* What you should do
Among the entries, which lines carry the string "linecap"? Copy each of them.
Segment Start: Information given
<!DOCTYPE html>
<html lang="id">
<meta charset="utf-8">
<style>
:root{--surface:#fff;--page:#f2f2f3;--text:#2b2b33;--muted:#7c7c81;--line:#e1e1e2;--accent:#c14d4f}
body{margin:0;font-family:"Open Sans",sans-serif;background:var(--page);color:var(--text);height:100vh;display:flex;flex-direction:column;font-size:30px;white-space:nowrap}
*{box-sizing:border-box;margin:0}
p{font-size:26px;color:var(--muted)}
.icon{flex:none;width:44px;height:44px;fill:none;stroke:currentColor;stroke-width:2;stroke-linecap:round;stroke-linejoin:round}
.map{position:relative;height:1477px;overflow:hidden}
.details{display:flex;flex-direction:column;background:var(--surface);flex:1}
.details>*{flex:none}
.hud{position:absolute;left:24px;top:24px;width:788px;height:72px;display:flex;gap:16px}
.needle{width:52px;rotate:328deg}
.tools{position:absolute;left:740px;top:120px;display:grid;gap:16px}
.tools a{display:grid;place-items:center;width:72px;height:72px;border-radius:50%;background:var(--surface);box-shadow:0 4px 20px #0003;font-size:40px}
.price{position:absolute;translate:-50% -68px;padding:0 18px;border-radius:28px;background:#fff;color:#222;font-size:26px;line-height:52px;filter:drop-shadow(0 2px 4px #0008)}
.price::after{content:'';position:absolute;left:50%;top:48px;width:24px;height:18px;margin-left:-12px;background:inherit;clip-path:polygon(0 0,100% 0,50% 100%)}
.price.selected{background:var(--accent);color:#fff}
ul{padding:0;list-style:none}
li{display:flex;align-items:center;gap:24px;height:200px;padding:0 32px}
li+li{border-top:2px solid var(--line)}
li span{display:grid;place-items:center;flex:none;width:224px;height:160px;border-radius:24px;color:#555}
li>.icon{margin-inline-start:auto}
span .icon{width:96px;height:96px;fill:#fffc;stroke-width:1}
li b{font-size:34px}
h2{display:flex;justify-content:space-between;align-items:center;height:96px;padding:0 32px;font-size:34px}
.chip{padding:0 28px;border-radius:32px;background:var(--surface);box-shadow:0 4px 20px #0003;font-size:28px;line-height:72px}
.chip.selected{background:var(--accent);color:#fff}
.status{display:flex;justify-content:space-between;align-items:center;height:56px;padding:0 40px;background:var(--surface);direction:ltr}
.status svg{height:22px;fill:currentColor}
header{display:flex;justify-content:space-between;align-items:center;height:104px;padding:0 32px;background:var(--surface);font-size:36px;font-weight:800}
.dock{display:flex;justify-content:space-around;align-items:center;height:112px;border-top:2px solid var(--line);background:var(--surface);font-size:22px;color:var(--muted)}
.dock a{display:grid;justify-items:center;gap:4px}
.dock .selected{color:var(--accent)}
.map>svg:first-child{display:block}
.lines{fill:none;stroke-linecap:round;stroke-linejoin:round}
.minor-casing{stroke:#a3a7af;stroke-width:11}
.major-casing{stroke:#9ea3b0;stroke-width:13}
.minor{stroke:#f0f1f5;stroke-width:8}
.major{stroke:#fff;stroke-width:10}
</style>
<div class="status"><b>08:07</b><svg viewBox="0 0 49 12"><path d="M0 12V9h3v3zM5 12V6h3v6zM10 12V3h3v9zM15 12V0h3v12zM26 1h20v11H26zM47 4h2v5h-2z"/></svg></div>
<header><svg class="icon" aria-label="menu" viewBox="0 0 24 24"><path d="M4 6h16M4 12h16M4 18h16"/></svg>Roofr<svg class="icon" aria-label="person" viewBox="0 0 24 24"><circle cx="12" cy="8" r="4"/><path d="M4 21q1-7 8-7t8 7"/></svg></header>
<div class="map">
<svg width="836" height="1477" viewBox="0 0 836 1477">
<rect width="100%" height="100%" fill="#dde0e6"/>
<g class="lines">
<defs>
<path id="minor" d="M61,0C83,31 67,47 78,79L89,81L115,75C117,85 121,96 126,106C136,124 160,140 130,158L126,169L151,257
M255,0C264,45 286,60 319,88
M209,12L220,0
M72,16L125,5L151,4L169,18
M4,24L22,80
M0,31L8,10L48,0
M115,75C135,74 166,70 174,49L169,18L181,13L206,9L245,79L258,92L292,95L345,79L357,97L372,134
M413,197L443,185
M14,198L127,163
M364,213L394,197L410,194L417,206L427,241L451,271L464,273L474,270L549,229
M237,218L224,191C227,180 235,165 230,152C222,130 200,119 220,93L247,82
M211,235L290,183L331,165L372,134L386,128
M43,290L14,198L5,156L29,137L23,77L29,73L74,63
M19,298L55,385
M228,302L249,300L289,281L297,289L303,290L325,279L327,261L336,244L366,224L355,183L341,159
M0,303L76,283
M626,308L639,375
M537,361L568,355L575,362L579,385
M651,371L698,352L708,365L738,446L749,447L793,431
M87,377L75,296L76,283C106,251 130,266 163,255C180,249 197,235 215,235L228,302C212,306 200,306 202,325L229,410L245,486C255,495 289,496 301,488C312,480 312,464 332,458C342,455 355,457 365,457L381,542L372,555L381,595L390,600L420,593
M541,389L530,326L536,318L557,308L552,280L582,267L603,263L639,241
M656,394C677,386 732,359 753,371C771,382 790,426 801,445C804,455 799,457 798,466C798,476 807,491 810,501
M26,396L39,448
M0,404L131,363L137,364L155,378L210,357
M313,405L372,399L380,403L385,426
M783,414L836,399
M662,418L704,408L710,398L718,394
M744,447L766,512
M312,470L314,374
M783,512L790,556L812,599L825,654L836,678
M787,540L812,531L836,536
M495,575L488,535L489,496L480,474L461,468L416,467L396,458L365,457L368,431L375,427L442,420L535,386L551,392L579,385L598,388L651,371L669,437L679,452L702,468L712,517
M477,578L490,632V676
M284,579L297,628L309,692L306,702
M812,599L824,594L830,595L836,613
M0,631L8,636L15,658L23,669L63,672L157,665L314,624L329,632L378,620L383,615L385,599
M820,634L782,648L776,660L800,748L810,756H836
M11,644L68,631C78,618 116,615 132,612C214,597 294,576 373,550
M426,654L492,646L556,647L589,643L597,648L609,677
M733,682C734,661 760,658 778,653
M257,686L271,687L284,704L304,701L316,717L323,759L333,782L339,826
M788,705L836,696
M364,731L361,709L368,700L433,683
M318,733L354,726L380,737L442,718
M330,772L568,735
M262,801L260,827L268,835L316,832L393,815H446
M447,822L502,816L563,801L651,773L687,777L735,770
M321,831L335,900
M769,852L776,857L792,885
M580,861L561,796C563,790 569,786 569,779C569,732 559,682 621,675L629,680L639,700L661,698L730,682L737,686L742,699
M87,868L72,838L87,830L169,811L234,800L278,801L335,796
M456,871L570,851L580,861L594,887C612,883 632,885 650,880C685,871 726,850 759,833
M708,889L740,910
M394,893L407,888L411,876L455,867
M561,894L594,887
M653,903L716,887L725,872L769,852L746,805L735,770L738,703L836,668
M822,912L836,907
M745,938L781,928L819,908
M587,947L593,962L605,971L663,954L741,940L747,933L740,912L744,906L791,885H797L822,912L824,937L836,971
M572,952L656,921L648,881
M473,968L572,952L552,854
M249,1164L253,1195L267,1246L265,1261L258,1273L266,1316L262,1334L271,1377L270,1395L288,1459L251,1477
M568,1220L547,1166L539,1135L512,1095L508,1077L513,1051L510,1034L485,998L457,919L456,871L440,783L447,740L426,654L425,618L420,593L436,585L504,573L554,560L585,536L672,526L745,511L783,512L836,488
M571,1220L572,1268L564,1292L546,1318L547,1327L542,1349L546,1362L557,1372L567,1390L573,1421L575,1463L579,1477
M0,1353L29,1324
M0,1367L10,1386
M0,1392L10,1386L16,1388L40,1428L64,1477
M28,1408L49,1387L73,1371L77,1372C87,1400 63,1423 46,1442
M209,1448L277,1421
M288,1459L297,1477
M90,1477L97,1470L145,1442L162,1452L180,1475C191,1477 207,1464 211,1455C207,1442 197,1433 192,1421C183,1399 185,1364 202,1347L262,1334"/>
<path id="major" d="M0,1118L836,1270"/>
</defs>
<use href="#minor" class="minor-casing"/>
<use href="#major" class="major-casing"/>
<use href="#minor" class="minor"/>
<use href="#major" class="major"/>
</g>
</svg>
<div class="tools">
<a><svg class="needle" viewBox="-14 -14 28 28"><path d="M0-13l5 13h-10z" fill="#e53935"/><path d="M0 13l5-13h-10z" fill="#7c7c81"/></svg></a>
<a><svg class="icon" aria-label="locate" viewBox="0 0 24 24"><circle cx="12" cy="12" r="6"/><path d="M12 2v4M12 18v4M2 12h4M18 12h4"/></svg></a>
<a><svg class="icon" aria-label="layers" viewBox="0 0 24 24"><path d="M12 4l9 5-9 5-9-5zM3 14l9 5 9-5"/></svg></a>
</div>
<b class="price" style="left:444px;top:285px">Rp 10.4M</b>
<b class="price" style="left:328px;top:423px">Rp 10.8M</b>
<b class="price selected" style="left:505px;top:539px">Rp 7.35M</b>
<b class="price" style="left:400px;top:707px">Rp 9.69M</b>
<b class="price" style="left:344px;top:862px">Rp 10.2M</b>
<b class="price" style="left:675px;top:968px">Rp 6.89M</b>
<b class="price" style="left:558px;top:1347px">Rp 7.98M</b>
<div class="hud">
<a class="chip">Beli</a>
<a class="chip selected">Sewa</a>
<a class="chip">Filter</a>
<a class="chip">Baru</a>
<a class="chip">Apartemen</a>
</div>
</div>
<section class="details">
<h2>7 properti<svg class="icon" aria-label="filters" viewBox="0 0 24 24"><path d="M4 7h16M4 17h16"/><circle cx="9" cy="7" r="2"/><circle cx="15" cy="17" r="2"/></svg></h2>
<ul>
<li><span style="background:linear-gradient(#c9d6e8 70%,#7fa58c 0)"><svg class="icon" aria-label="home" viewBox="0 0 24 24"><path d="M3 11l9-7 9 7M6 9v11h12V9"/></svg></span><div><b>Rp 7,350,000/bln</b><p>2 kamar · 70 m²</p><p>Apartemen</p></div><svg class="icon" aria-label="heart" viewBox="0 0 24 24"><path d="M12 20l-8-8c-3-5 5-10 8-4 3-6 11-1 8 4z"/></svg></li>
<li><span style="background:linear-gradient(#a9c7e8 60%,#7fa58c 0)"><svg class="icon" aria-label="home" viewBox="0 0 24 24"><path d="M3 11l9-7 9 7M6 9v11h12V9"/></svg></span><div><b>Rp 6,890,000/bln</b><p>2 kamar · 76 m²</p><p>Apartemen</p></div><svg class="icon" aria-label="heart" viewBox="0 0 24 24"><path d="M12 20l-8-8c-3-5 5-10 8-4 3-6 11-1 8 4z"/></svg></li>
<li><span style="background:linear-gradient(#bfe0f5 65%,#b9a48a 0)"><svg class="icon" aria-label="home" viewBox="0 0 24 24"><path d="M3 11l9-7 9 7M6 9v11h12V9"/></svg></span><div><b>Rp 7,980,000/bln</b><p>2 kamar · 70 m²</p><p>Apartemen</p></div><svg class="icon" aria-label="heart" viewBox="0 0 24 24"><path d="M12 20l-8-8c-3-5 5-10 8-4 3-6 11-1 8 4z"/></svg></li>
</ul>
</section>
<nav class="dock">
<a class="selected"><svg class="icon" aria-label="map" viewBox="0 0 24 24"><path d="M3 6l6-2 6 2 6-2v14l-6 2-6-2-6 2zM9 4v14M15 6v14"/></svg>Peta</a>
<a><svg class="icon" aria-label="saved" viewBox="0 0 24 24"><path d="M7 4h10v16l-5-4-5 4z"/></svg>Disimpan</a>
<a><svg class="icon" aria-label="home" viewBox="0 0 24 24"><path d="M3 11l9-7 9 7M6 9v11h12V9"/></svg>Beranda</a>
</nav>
Segment End: Information given
* Exercise response
.icon{flex:none;width:44px;height:44px;fill:none;stroke:currentColor;stroke-width:2;stroke-linecap:round;stroke-linejoin:round}
.lines{fill:none;stroke-linecap:round;stroke-linejoin:round}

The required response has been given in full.